Caramel Coloring: Artificial coloring used in colas, baked goods, pre-cooked meats, soy and worcestershire sauces, chocolate-flavored products, and beer.

*All additives listed above have been tested and considered safe for use in foods at certain doses by the FDA.

These additives are really only a chip off the old block.  You will have to put in a little work yourself to be a smart shopper.  Start by becoming familiar with the additives whose safety is debatable by using resources like the FDA and CSPI website, as well as CSPI’s Chemical Cuisine Mobile App (get info on an unknown additive while you’re on-the-go).  Have the website or app on hand and go through all of your already purchased processed foods at home, to see which ones might contain debatable “badditives”.  Make a list of the products that you may be unsure about and look for healthier substitutes during your next shopping trip.

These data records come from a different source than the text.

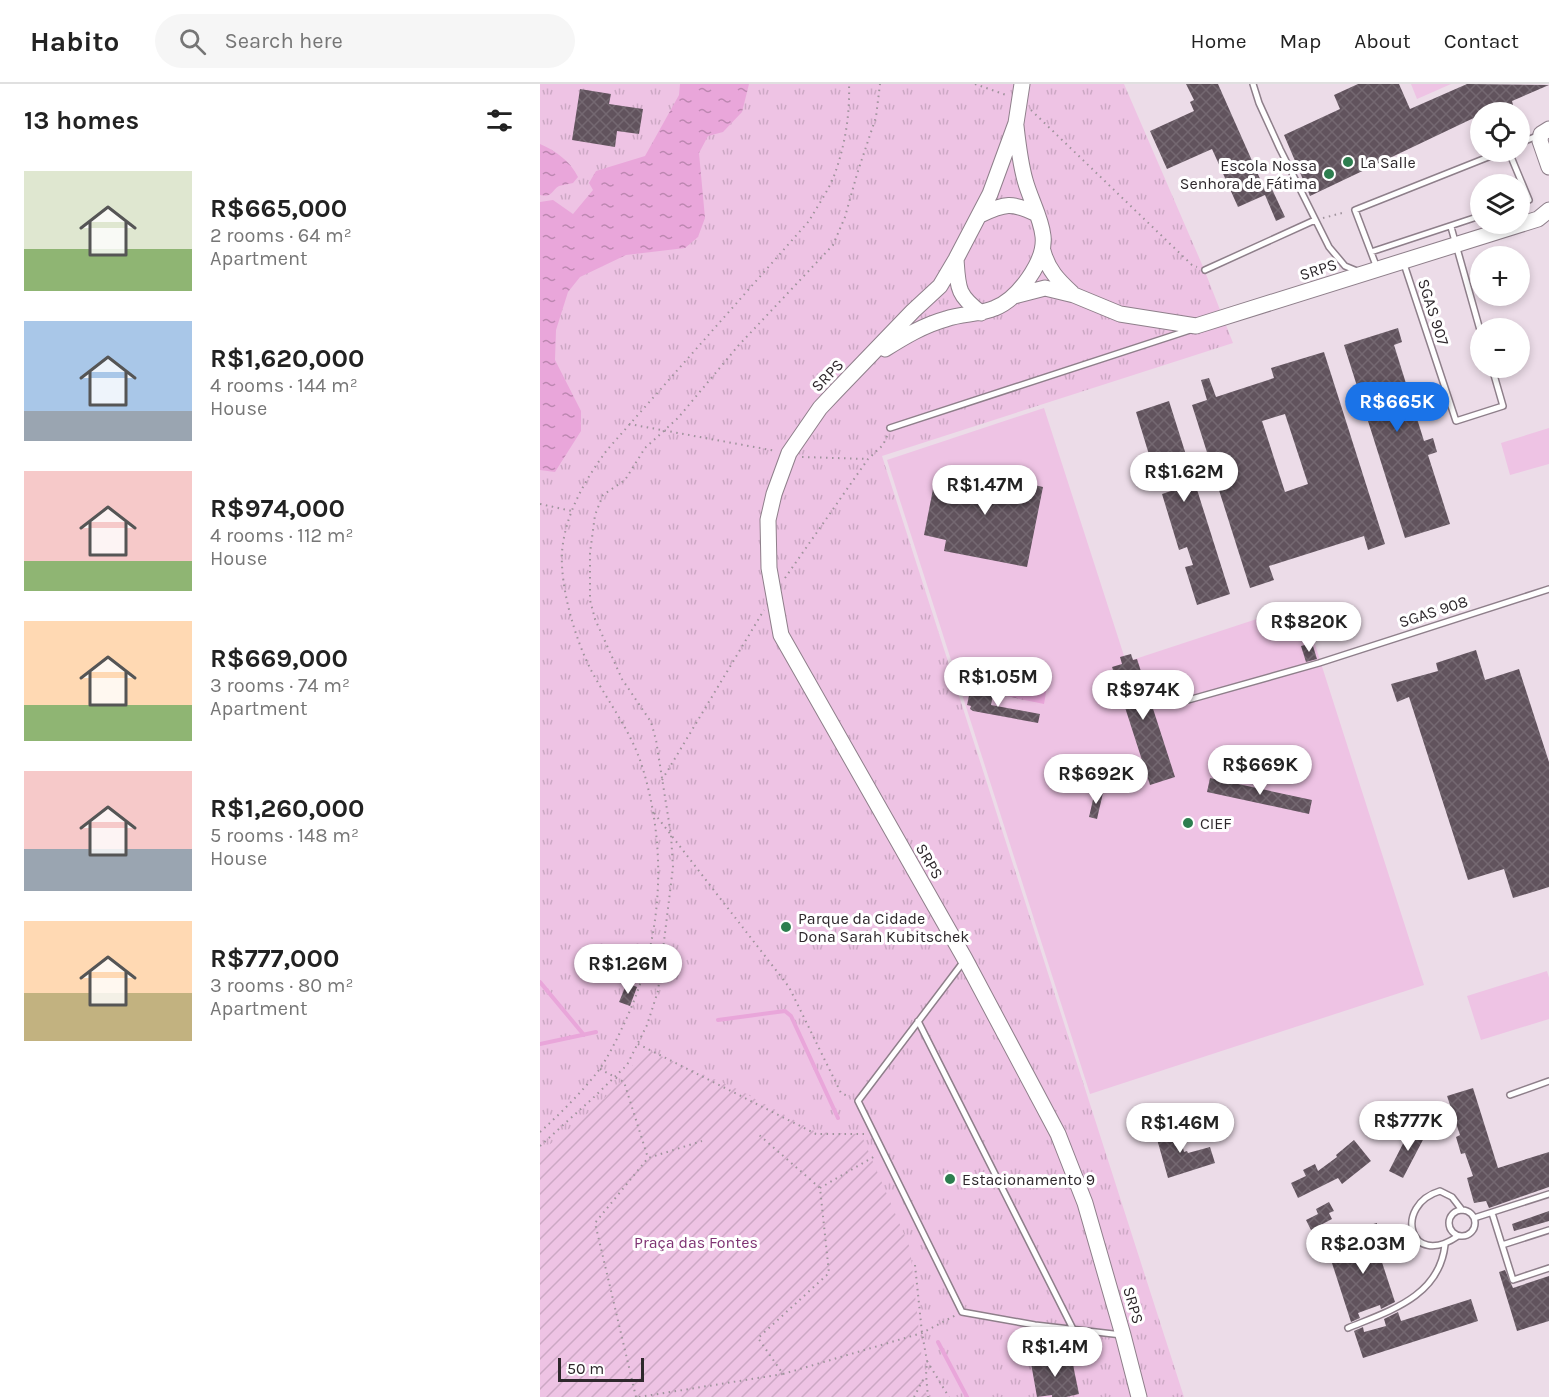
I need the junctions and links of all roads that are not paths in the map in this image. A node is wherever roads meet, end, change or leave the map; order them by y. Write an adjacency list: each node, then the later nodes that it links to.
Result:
1 (1022, 84): 3 (main road, SRPS)
2 (1253, 84): 11 (lane)
3 (1016, 123): 8 (main road, SRPS); 9 (main road, SRPS)
4 (1545, 131): 5 (lane); 7 (main road)
5 (1530, 138)
6 (1475, 162): 16 (lane)
7 (1549, 167)
8 (1037, 214): 9 (main road); 15 (main road, SRPS)
9 (980, 215): 17 (main road, SRPS)
10 (1545, 216): 14 (main road, SRPS)
11 (1314, 220): 19 (lane); 20 (lane)
12 (1470, 220): 13 (lane)
13 (1451, 227): 14 (lane); 16 (lane)
14 (1456, 245): 18 (main road, SRPS); 24 (lane)
15 (1043, 251): 21 (main road, SRPS); 22 (main road, SRPS)
16 (1371, 252): 20 (lane)
17 (956, 260): 23 (main road); 26 (main road, SRPS)
18 (1404, 262): 20 (main road, SRPS); 27 (lane, SGAS 907)
19 (1205, 270)
20 (1371, 272): 25 (main road, SRPS)
21 (1074, 295): 22 (main road, SRPS); 25 (main road, SRPS)
22 (1014, 296): 23 (main road, SRPS)
23 (981, 313): 26 (main road, SRPS)
24 (1477, 318)
25 (1196, 327): 28 (lane)
26 (865, 362): 31 (main road, SRPS)
27 (1495, 378)
28 (890, 428)
29 (1549, 588): 30 (lane, SGAS 908)
30 (1180, 702)
31 (965, 959): 32 (lane); 46 (main road, SRPS)
32 (918, 1021): 45 (lane); 45 (lane)
33 (1549, 1081): 34 (lane)
34 (1510, 1095)
35 (1549, 1194): 37 (lane)
36 (1462, 1210): 38 (lane); 40 (lane); 41 (lane)
37 (1492, 1213): 38 (lane); 42 (lane)
38 (1474, 1218): 40 (lane)
39 (1549, 1230): 42 (lane)
40 (1458, 1236): 41 (lane)
41 (1446, 1245): 44 (lane)
42 (1502, 1245): 43 (lane)
43 (1549, 1268)
44 (1348, 1328)
45 (1073, 1329): 46 (lane)
46 (1123, 1335): 47 (main road, SRPS)
47 (1139, 1397)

While the safety of food additives is very controversial (and most studies showing them to be harmful can not be proven significiant) you may have made the connection that many of them are used in foods that don’t exactly scream nutrition (pop, candy, baked goods, etc.), which leads me to my second piece of advice: While you’re going through your pantry raid, take note of processed foods that could be swapped for the real thing.  Additives aside – most processed foods rank low on the nutrition scale and fresh, whole foods are almost always your better option.  Do you have cereal for breakfast?  What about having rolled oats with fresh fruit instead?  These switches will make your shopping trips easier and your body healthier.

Lastly, CSPI recommends taking their information on additives with a grain of salt (and I agree).  There is usually not a definite answer when establishing additives as safe or unsafe.  Some may get a bad rap due to conclusions of a poorly designed study, while others might be considered safe because they haven’t been around long enough to exhibit their long-term effects in humans.  The bottom line is that it is important to be aware of the information that is out there.  You should do the research and educate yourself, so you can make confident and healthy choices that you feel comfortable with.

There’s a label I’m comfortable with (as a person not allergic!).